# Downriver Tools Turret



## pdentrem (Jun 12, 2011)

That is interesting. In a way it converts a regular lathe to a turret lathe without loosing the tailstock.


----------



## Dutch (Jun 27, 2011)

> author=Bill Gruby link=topic=2410.msg16225#msg16225 date=1307895362
> Has anyone built this addition for their lathe? It is for a 6 or 7 inch lathe but easily adaptably to larger lathes. I am thinking of adding it to my Jet 9X20 to ease repetative turning of valves etc.
> 
> http://www.downrivertools.com
> ...



He now has updated drawings for the 12x lathes. I just received them a few weeks ago. I'd purchased the drawings for the 7x but he said the 12x update would be freebie when they were done and they are. Good design, well thought out.

Dutch


----------



## Dutch (Jun 28, 2011)

Had to find the prints.. Mine says MkIIe Sieg C6 10x tailstock turret. There's a note about modifying something on sheet II and the bed clamp for the 12x lathes. 

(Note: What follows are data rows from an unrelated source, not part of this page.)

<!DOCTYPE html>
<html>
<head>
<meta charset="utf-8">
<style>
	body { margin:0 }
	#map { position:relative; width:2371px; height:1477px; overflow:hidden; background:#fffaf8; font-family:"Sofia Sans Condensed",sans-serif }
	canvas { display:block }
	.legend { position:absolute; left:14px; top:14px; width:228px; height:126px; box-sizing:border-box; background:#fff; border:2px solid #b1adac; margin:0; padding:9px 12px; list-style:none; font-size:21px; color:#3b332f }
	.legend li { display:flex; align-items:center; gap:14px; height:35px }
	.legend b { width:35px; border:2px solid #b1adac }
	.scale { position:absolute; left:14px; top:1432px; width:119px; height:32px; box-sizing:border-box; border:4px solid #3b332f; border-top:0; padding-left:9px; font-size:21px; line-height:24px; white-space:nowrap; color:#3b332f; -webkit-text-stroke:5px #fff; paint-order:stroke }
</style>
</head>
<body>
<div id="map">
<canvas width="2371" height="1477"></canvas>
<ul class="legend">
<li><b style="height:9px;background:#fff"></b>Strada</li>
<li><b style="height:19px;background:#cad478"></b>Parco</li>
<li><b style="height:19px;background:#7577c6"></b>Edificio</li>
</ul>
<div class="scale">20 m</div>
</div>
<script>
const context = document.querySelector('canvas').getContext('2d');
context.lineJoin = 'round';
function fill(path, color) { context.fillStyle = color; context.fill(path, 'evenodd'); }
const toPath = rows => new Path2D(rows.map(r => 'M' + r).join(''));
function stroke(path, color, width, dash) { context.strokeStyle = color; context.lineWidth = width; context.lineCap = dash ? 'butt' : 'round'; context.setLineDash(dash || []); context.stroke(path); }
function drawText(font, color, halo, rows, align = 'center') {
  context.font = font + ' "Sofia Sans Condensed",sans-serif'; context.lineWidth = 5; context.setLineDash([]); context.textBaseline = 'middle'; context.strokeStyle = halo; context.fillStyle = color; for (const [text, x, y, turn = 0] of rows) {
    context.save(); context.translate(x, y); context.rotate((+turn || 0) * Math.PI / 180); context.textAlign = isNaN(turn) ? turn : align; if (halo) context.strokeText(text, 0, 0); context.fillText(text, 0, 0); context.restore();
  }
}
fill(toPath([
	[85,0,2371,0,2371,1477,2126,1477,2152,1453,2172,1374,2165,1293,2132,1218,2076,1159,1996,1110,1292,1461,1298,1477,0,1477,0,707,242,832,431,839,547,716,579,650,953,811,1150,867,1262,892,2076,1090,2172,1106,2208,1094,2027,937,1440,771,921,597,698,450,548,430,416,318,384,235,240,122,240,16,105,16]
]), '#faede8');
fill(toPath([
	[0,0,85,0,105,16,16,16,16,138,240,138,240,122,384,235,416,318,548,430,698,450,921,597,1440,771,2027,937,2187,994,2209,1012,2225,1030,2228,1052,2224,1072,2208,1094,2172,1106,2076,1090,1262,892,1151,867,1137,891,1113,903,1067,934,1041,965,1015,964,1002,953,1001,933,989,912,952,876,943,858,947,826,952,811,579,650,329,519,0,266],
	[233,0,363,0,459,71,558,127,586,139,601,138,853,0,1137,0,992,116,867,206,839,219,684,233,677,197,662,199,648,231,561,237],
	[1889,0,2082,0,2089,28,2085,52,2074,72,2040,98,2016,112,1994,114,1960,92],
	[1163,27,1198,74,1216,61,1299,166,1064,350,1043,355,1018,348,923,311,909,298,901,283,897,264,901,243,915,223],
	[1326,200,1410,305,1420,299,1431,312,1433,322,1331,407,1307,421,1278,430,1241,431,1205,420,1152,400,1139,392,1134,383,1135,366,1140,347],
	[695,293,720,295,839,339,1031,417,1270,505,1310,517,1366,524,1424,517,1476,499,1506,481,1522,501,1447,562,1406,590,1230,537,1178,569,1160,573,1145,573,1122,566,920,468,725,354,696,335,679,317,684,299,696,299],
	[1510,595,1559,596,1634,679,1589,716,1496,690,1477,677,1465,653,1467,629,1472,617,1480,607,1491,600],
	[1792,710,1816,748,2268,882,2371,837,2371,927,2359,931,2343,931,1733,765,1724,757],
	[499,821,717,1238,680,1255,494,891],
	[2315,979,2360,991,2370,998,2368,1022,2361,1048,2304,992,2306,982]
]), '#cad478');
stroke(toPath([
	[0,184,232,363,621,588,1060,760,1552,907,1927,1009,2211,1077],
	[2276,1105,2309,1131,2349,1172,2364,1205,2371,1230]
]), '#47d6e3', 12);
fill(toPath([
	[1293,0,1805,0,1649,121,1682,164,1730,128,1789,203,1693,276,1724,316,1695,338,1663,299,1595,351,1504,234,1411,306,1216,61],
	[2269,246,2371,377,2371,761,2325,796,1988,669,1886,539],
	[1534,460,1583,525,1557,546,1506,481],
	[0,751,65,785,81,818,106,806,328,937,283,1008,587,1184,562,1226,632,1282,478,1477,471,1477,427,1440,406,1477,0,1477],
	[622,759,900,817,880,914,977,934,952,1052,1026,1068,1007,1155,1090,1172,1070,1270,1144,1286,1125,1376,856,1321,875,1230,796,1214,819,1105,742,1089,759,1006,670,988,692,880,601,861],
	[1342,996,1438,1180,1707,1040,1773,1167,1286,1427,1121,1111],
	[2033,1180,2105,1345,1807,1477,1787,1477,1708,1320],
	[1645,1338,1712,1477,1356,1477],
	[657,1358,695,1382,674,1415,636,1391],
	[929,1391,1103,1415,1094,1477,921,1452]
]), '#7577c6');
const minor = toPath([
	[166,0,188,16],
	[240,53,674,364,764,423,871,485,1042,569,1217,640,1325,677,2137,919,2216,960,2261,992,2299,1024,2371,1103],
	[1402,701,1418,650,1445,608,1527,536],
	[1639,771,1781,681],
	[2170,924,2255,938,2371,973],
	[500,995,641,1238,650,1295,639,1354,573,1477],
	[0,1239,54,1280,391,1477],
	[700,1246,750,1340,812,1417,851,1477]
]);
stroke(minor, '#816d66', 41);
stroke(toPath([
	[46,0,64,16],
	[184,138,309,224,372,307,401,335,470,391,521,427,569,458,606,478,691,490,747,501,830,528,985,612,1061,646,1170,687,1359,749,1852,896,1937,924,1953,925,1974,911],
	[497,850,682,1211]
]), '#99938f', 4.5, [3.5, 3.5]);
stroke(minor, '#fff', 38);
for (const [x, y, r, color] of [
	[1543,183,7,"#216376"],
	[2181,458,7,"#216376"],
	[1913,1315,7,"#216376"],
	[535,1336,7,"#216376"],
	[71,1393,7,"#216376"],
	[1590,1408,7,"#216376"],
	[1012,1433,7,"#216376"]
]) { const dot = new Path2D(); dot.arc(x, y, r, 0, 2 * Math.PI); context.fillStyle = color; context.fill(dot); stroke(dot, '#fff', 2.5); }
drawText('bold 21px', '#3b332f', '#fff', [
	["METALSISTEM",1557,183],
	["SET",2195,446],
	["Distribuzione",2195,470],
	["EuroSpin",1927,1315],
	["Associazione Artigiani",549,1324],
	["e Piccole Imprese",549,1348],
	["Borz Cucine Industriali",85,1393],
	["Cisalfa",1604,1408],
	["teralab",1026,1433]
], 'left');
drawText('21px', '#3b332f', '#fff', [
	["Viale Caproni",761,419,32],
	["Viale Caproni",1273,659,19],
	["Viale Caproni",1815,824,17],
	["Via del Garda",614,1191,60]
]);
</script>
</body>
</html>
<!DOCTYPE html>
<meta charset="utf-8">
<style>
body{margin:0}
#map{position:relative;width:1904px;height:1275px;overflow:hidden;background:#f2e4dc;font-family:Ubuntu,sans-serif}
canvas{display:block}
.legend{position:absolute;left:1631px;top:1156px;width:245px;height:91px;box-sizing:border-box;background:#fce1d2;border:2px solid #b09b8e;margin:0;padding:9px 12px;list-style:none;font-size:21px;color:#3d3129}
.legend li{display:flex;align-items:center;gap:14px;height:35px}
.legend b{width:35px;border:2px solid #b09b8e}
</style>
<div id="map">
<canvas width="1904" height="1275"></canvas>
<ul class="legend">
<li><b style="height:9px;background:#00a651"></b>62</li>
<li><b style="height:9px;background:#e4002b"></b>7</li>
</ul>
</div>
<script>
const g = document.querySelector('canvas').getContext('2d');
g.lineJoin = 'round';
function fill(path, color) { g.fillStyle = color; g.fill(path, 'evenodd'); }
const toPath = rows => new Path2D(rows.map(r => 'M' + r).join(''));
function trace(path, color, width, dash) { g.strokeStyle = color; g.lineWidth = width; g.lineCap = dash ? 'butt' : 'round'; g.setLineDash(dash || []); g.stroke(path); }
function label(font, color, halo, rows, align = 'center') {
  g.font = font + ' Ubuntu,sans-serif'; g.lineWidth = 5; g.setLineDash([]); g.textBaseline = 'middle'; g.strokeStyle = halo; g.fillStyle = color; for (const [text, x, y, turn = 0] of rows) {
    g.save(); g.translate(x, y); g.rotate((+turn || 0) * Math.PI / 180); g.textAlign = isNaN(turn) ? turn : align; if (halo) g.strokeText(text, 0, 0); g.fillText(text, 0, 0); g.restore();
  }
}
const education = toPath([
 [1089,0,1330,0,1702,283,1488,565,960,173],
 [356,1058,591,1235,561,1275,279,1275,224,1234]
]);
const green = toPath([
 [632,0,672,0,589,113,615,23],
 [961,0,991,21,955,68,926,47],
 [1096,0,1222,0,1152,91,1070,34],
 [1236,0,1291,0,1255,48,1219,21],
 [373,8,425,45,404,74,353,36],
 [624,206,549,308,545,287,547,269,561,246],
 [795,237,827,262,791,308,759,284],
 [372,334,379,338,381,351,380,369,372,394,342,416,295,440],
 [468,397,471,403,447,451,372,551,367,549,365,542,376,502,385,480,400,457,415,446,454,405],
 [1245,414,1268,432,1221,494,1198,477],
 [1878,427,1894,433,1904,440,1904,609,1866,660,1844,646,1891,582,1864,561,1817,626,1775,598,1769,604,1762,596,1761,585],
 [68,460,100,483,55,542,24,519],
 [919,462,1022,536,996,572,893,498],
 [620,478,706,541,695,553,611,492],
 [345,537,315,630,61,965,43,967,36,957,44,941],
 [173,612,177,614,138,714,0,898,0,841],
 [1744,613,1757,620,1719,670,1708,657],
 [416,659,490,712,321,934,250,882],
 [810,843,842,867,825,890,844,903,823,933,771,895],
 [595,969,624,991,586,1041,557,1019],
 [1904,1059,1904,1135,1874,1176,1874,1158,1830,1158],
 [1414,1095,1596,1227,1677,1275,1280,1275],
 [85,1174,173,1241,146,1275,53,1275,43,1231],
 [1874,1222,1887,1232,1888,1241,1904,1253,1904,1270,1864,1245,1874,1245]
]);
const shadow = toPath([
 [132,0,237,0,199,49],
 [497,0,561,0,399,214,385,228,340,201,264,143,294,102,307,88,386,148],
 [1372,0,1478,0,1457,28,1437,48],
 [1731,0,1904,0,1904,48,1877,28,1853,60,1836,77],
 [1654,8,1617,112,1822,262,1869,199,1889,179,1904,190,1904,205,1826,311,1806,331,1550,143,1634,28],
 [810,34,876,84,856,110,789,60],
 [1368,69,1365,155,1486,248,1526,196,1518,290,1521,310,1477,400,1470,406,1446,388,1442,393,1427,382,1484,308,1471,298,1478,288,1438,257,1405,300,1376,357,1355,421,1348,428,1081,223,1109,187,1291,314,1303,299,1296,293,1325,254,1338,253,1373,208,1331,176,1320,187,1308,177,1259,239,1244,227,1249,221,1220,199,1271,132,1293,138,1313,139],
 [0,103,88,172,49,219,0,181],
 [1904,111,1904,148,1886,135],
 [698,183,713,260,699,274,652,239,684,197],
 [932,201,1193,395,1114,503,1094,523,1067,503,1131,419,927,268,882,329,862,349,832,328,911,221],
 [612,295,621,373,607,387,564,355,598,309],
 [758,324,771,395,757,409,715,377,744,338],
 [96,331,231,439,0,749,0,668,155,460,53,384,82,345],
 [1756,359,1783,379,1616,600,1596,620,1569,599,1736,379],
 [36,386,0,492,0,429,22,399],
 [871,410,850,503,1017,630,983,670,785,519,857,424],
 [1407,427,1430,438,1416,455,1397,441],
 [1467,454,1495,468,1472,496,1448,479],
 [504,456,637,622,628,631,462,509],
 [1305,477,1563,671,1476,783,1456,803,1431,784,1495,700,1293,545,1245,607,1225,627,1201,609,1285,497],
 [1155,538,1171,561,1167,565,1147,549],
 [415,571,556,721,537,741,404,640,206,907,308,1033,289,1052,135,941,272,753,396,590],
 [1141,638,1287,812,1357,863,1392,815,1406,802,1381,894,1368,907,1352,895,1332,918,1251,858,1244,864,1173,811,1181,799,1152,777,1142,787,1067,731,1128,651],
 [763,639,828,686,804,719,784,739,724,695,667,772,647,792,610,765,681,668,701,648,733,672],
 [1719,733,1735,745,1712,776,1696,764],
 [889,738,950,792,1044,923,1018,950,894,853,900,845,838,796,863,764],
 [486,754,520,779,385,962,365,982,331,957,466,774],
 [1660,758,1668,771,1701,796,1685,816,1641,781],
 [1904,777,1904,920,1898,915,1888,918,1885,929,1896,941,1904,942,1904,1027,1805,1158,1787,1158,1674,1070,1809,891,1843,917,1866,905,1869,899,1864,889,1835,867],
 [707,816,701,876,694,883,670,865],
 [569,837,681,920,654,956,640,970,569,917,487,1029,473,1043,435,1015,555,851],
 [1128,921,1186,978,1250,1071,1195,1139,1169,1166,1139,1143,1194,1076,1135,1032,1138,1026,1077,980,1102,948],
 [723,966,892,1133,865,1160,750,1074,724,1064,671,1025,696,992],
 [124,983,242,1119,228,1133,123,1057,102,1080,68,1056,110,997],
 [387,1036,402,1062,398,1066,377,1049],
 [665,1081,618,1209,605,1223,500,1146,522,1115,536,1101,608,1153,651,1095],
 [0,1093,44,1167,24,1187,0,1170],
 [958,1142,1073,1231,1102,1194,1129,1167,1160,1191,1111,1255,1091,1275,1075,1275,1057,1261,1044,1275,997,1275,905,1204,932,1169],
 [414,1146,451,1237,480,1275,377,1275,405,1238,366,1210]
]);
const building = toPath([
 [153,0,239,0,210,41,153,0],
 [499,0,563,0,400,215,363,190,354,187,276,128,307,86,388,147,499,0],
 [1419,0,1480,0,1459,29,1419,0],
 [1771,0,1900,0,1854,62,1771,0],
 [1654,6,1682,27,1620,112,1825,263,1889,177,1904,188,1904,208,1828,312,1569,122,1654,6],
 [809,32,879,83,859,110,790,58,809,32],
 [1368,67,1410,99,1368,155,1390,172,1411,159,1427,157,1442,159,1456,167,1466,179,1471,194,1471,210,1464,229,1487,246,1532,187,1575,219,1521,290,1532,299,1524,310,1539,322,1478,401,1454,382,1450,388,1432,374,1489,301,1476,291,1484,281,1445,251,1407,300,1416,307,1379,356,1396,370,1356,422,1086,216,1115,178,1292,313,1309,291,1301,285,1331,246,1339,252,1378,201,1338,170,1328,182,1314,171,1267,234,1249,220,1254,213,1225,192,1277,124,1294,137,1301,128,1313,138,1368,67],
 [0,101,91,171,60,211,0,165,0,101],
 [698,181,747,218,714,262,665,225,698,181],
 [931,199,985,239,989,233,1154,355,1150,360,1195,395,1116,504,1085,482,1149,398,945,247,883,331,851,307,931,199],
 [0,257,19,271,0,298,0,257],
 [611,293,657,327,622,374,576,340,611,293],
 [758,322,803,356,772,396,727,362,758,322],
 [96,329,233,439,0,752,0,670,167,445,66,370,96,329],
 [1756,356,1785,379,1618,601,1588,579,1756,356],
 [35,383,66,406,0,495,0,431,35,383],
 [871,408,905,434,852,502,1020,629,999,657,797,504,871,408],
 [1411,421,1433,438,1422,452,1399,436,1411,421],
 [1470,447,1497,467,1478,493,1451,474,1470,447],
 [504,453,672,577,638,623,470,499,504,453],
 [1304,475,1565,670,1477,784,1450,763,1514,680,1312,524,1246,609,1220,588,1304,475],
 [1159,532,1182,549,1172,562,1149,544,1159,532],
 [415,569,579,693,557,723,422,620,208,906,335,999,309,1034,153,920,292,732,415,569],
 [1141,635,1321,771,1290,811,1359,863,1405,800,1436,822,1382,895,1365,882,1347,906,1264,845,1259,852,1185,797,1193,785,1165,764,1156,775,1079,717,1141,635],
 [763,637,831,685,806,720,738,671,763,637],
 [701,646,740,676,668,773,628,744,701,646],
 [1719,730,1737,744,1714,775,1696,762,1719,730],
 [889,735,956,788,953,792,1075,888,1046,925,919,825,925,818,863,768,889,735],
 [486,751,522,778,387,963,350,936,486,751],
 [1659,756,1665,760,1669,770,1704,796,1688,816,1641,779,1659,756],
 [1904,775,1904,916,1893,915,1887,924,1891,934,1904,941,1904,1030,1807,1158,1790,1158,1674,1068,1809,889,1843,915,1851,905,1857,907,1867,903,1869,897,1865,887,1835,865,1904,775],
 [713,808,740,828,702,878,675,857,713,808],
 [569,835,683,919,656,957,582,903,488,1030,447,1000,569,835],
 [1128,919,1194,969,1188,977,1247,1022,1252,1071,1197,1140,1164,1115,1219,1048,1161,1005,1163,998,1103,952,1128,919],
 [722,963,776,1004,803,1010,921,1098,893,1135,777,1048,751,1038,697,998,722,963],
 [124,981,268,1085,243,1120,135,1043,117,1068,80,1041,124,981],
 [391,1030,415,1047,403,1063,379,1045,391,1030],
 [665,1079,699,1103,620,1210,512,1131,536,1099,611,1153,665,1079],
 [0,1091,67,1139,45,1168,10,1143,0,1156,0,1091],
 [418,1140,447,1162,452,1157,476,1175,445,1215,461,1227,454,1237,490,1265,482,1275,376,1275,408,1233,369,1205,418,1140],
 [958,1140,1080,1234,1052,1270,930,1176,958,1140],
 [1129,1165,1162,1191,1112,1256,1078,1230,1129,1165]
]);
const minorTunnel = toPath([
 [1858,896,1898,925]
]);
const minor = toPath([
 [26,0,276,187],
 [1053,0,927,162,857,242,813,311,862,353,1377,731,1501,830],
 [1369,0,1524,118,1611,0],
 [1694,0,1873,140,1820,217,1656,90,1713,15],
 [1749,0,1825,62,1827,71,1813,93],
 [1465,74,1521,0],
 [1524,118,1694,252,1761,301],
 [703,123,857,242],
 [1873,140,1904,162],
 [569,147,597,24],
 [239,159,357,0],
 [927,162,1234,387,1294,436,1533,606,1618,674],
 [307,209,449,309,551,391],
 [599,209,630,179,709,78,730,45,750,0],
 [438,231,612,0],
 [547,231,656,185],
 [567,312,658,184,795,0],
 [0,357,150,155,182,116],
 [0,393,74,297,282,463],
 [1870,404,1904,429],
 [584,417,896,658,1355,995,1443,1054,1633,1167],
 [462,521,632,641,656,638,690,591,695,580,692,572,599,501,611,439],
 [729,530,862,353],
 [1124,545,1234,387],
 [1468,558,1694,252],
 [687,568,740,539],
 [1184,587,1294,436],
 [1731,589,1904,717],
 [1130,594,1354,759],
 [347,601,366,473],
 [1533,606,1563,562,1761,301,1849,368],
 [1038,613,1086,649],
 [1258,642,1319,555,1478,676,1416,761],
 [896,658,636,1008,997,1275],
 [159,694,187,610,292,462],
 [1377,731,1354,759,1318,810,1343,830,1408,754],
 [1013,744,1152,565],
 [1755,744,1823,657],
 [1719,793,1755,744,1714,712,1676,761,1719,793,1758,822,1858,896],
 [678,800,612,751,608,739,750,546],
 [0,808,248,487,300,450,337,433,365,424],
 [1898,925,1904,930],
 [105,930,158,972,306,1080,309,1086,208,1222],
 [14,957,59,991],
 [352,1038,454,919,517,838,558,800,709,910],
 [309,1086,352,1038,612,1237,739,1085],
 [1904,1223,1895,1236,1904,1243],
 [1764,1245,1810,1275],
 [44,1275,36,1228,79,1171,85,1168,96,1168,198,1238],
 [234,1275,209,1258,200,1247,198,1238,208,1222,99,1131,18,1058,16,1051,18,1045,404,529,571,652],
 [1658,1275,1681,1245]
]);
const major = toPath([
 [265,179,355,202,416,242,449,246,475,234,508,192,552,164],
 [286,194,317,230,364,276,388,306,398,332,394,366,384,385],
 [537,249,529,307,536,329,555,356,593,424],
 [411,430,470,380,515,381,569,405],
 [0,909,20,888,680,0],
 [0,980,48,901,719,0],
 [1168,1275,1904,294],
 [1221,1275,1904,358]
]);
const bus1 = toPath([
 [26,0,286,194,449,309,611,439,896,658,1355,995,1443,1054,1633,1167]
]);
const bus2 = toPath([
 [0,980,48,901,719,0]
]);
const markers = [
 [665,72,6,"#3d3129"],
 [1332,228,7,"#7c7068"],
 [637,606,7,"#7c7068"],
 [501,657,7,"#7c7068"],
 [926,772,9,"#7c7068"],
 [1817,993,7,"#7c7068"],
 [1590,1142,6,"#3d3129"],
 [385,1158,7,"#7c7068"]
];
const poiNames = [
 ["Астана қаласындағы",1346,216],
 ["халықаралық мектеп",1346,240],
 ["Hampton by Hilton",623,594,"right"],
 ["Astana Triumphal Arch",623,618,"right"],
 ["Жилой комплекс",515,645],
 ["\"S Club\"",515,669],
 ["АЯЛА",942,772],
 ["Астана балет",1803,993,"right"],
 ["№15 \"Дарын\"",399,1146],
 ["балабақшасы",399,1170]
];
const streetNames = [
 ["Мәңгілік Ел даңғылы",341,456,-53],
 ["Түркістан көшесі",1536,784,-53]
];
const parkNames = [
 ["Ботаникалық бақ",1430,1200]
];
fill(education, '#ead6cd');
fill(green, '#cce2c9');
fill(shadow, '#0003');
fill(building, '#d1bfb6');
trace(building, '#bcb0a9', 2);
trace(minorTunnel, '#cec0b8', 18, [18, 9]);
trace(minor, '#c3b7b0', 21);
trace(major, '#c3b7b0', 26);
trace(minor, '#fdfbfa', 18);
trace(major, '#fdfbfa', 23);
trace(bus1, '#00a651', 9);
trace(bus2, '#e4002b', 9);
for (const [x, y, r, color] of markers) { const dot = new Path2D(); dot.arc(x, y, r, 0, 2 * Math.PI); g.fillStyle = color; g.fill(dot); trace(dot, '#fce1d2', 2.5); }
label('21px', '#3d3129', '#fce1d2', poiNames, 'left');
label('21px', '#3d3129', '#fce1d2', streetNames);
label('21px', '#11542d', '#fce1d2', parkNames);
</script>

I may not get to this for a while but I wanted the prints to study on. I like them overall. The only thing I suggested to Bob was to have one of the holes 3MT for existing tooling. There may be a way to do that by adapting one of the holes to a larger "adapter" for 3MT shanks. Also possible to go to a larger turret and 1" straight shanks. Just thinking outloud... :-\

Something I also suggested to Bob was to design the whole thing to fit on the existing 12x tailstock base casting. I'm not real sure how practical that would be but it seemed like a good idea at the time. 

Dutch


----------